PostgreSQL のメインパーサによって行われるこの評価には、定数の解釈に多少の副作用があります。詳しくは、以下の2つの関数の結果に違いが現れます。
CREATE FUNCTION logfunc1 (TEXT) RETURNS TIMESTAMP AS ' DECLARE logtxt ALIAS FOR $1; BEGIN INSERT INTO logtable VALUES (logtxt, ''now''); RETURN ''now''; END; ' LANGUAGE 'plpgsql';
および
CREATE FUNCTION logfunc2 (TEXT) RETURNS TIMESTAMP AS ' DECLARE logtxt ALIAS FOR $1; curtime timestamp; BEGIN curtime := ''now''; INSERT INTO logtable VALUES (logtxt, curtime); RETURN curtime; END; ' LANGUAGE 'plpgsql';
logfunc1() の場合では、PostgreSQL メインパーサは、INSERT 用の計画を準備する時に、logtable の対象フィールドの型から 'now' を timestamp と解釈しなければならないことを把握しています。

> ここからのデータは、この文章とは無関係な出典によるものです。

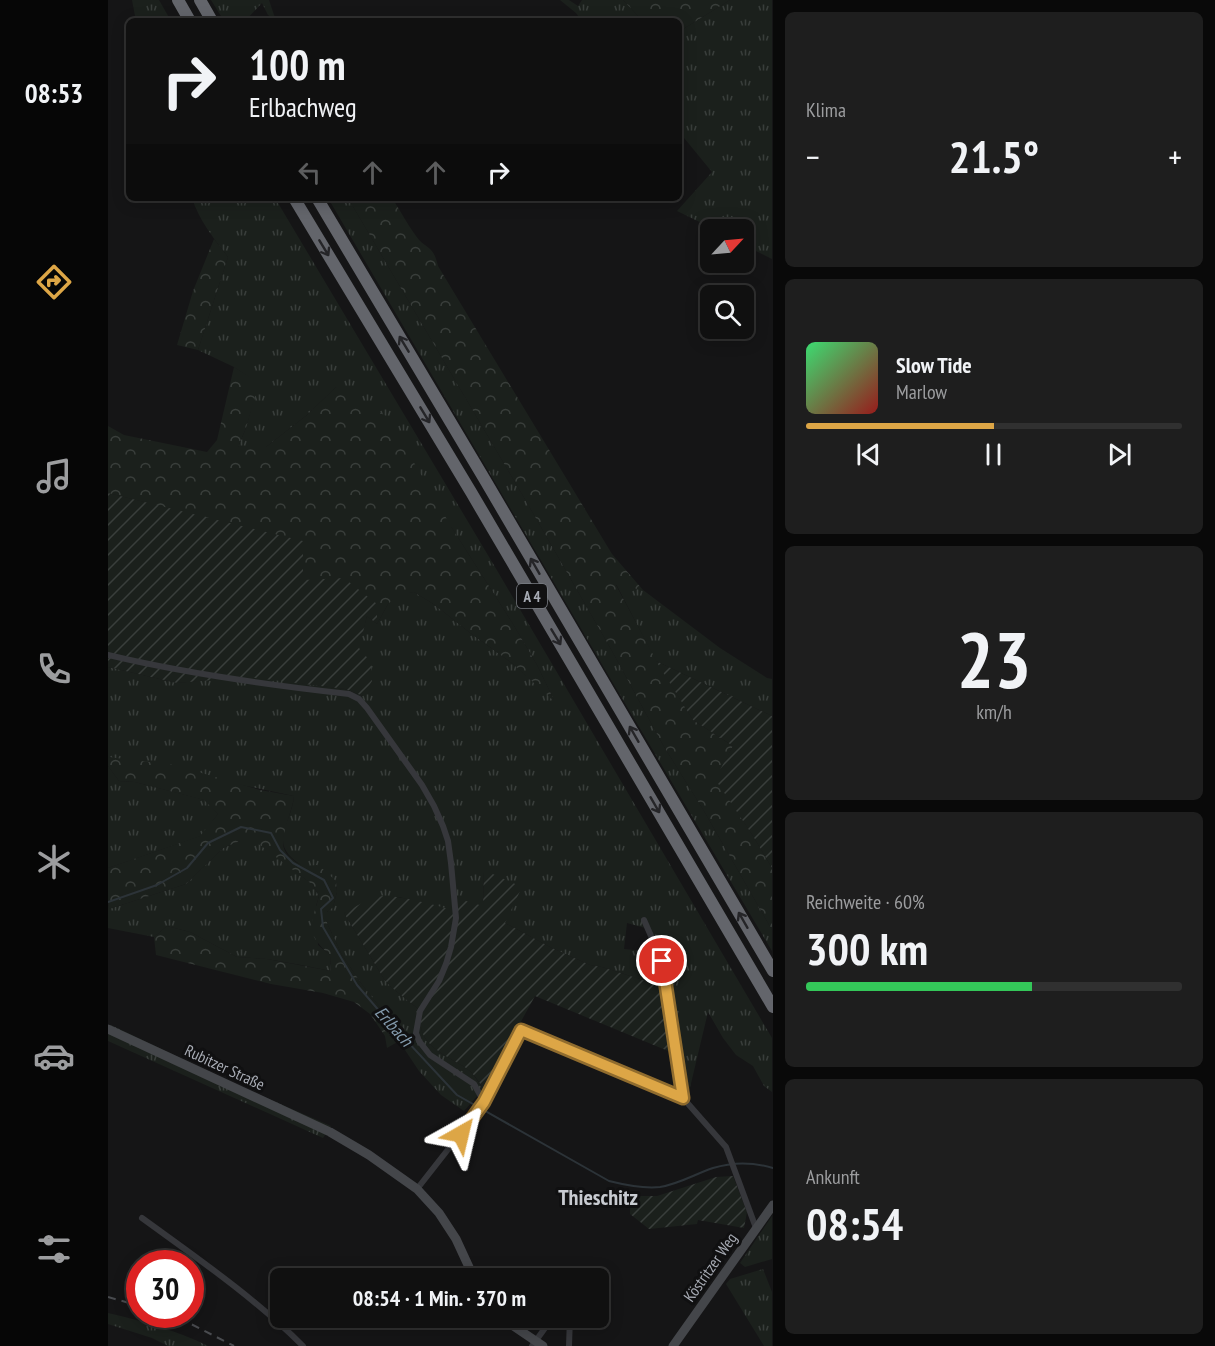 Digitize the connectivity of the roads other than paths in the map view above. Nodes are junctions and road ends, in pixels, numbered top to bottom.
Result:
1 (178, 0) edge
2 (200, 0) edge
3 (188, 18) edge
4 (210, 18) edge
5 (296, 201) edge
6 (319, 201) edge
7 (108, 655) edge
8 (644, 920) dead end
9 (772, 971) edge
10 (769, 1001) edge
11 (108, 1029) edge
12 (683, 1098) junction
13 (482, 1104) junction
14 (417, 1189) junction
15 (772, 1206) edge
16 (142, 1218) dead end
17 (756, 1228) junction
18 (469, 1268) edge
19 (515, 1328) edge
20 (546, 1328) edge
21 (570, 1328) edge
22 (537, 1344) edge
23 (303, 1346) edge
24 (569, 1346) edge
25 (673, 1346) edge

1 - 3 highway
2 - 4 highway
5 -> 10 highway, A 4
9 -> 6 highway, A 4
7 - 13 street
8 - 12 street
11 - 14 main road, Rubitzer Straße
12 - 13 street
12 - 17 street
13 - 14 street
14 - 18 main road, Rubitzer Straße
15 - 17 main road, Köstritzer Weg
16 - 23 street
17 - 25 main road, Köstritzer Weg
19 - 22 main road
20 - 22 street
21 - 24 street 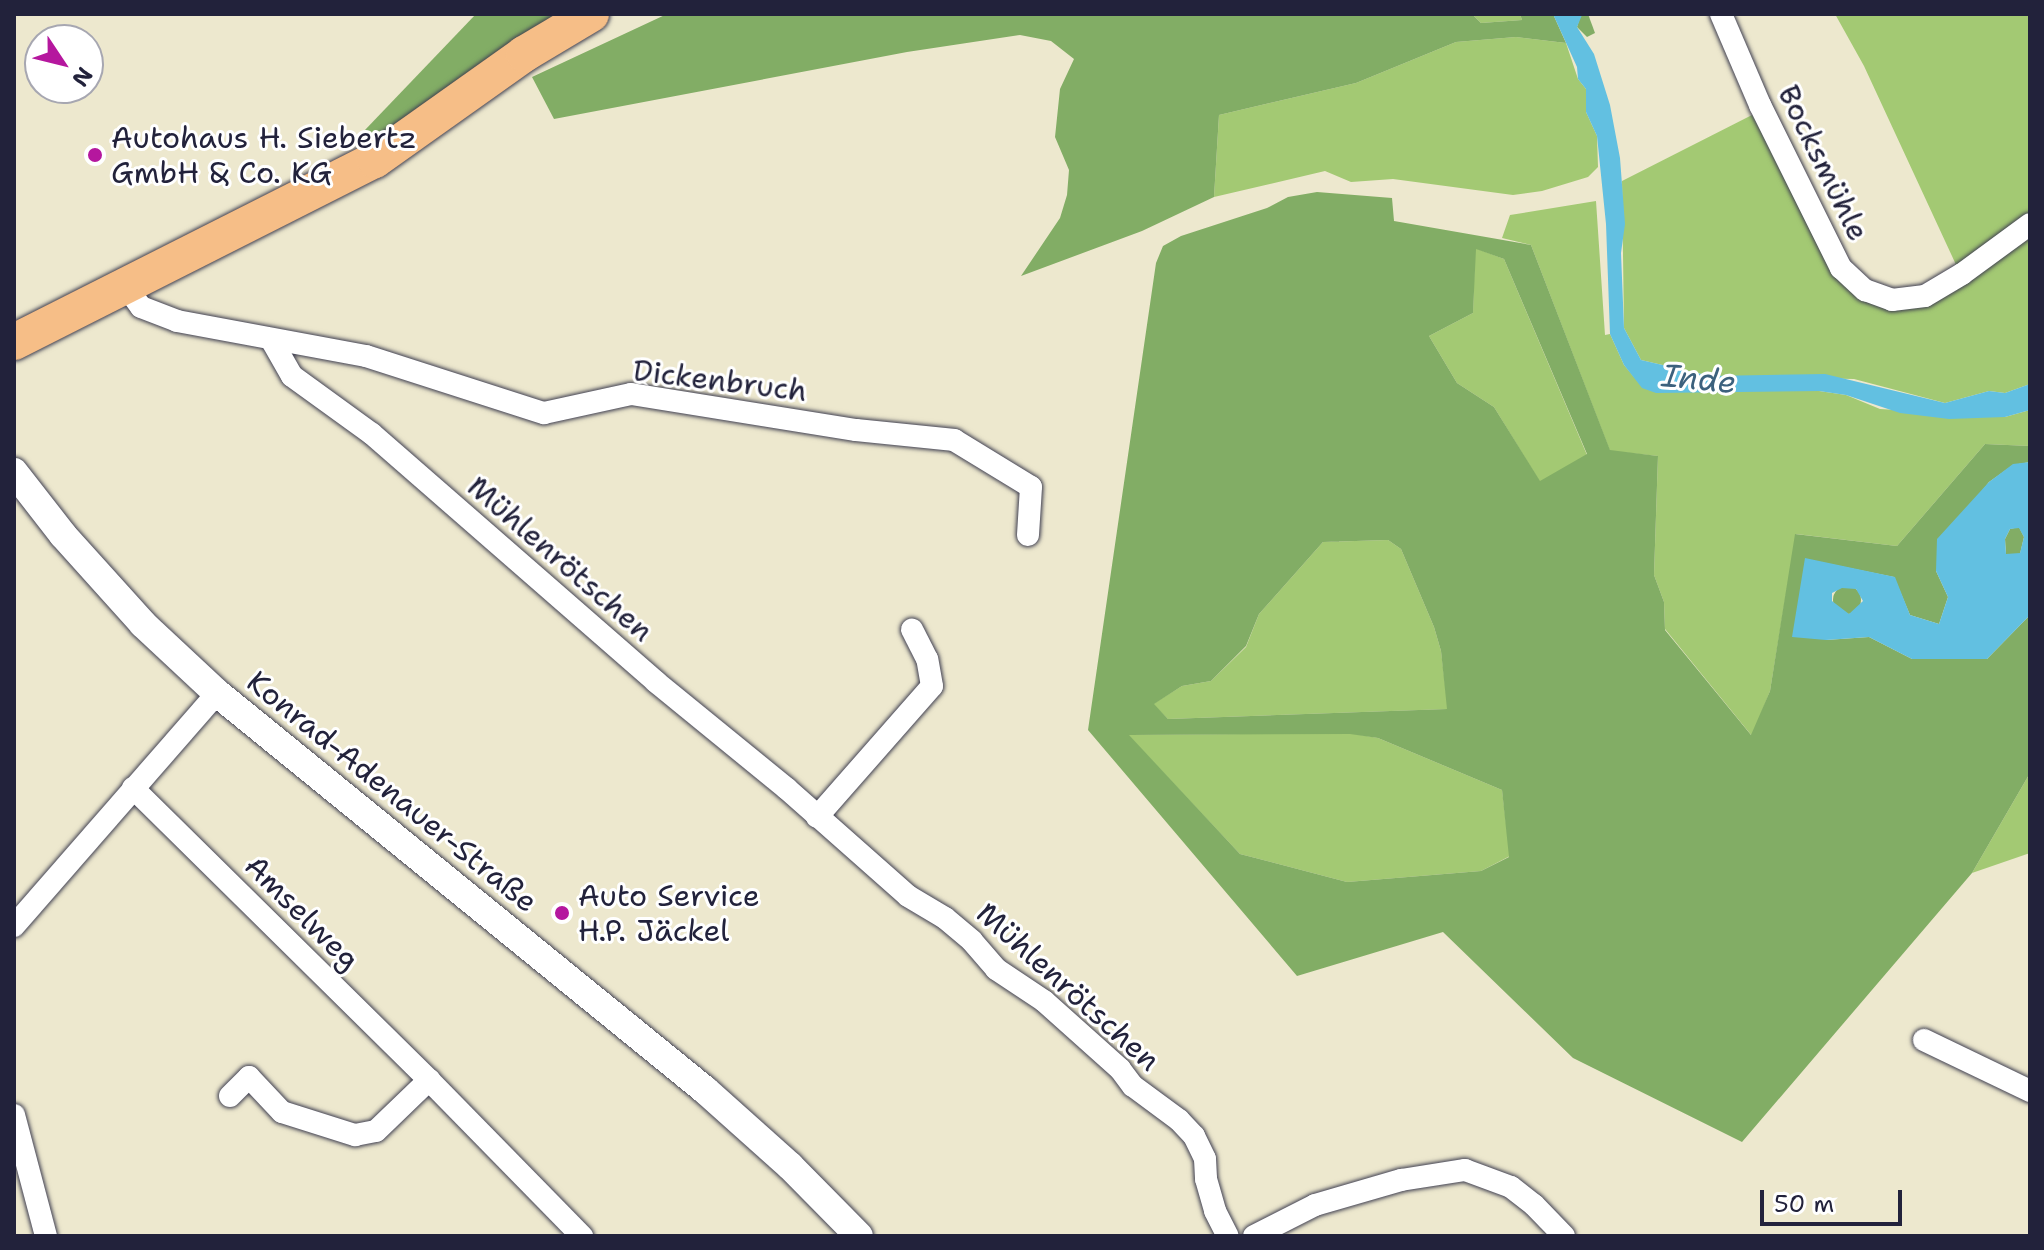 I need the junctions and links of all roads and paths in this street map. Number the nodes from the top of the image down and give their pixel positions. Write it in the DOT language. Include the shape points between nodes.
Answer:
graph roads {
  1 [pos="591,14"];
  2 [pos="1721,14"];
  3 [pos="2030,224"];
  4 [pos="125,285"];
  5 [pos="272,341"];
  6 [pos="14,342"];
  7 [pos="14,472"];
  8 [pos="1028,535"];
  9 [pos="912,630"];
  10 [pos="217,693"];
  11 [pos="133,788"];
  12 [pos="817,817"];
  13 [pos="14,926"];
  14 [pos="1924,1040"];
  15 [pos="429,1080"];
  16 [pos="2030,1091"];
  17 [pos="230,1096"];
  18 [pos="14,1115"];
  19 [pos="46,1236"];
  20 [pos="582,1236"];
  21 [pos="859,1236"];
  22 [pos="1228,1236"];
  23 [pos="1254,1236"];
  24 [pos="1564,1236"];
  1 -- 4 [label="main road" via="524,54 375,160"];
  2 -- 3 [label="street, Bocksmühle" via="1841,268 1865,290 1892,300 1925,296"];
  4 -- 5 [label="street, Dickenbruch" via="141,307 177,321"];
  4 -- 6 [label="main road"];
  5 -- 8 [label="street, Dickenbruch" via="366,356 544,413 631,394 954,440 1031,487"];
  5 -- 12 [label="street, Mühlenrötschen" via="292,376 372,434"];
  7 -- 10 [label="street, Konrad-Adenauer-Straße" via="143,624"];
  9 -- 12 [label="street" via="927,659 932,686"];
  10 -- 11 [label="street"];
  10 -- 21 [label="street, Konrad-Adenauer-Straße" via="705,1090"];
  11 -- 13 [label="street"];
  11 -- 15 [label="street, Amselweg"];
  12 -- 22 [label="street, Mühlenrötschen" via="908,896 945,918 996,969 1044,1001 1133,1086 1179,1120 1205,1159 1215,1211"];
  14 -- 16 [label="street"];
  15 -- 17 [label="street" via="376,1131 355,1135 282,1112 249,1077"];
  15 -- 20 [label="street, Amselweg"];
  18 -- 19 [label="street"];
  23 -- 24 [label="street" via="1315,1205 1401,1180 1465,1170 1511,1187"];
}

こうして、パーサはその時点で定数を作成し、その定数値をその後のバックエンドの有効期間における logfunc1() の全ての呼び出しで使用します。いうまでもありませんが、これはプログラマが意図した動作ではありません。
logfunc2() の場合では、PostgreSQL メインパーサは 'now' の型を決定することができません。 そのため、'now' という文字列をもつ text 型のデータ値を返します。curtime ローカル変数に代入する時に、PL/pgSQL インタプリタはこの文字列を text_out() と timestamp_in() 関数を変換に使用して timestamp 型にキャストします。 ですから、演算されたタイムスタンプは、プログラマが意図した通り、実行の度に更新されます。
レコード変数の変わりやすいという性質はこの接続において問題となります。 レコード変数のフィールドが式や文の中で使用されると、そのフィールドのデータ型を同じ式を呼び出す間で変更してはいけません。その式が最初に実行された時のデータ型を使用して、その式の計画が作成されているからです。 複数のテーブル用のイベントを扱うトリガプロシージャを作成する時に、これに注意して下さい(必要な場合 EXECUTE を使用してこの問題を回避することができます)。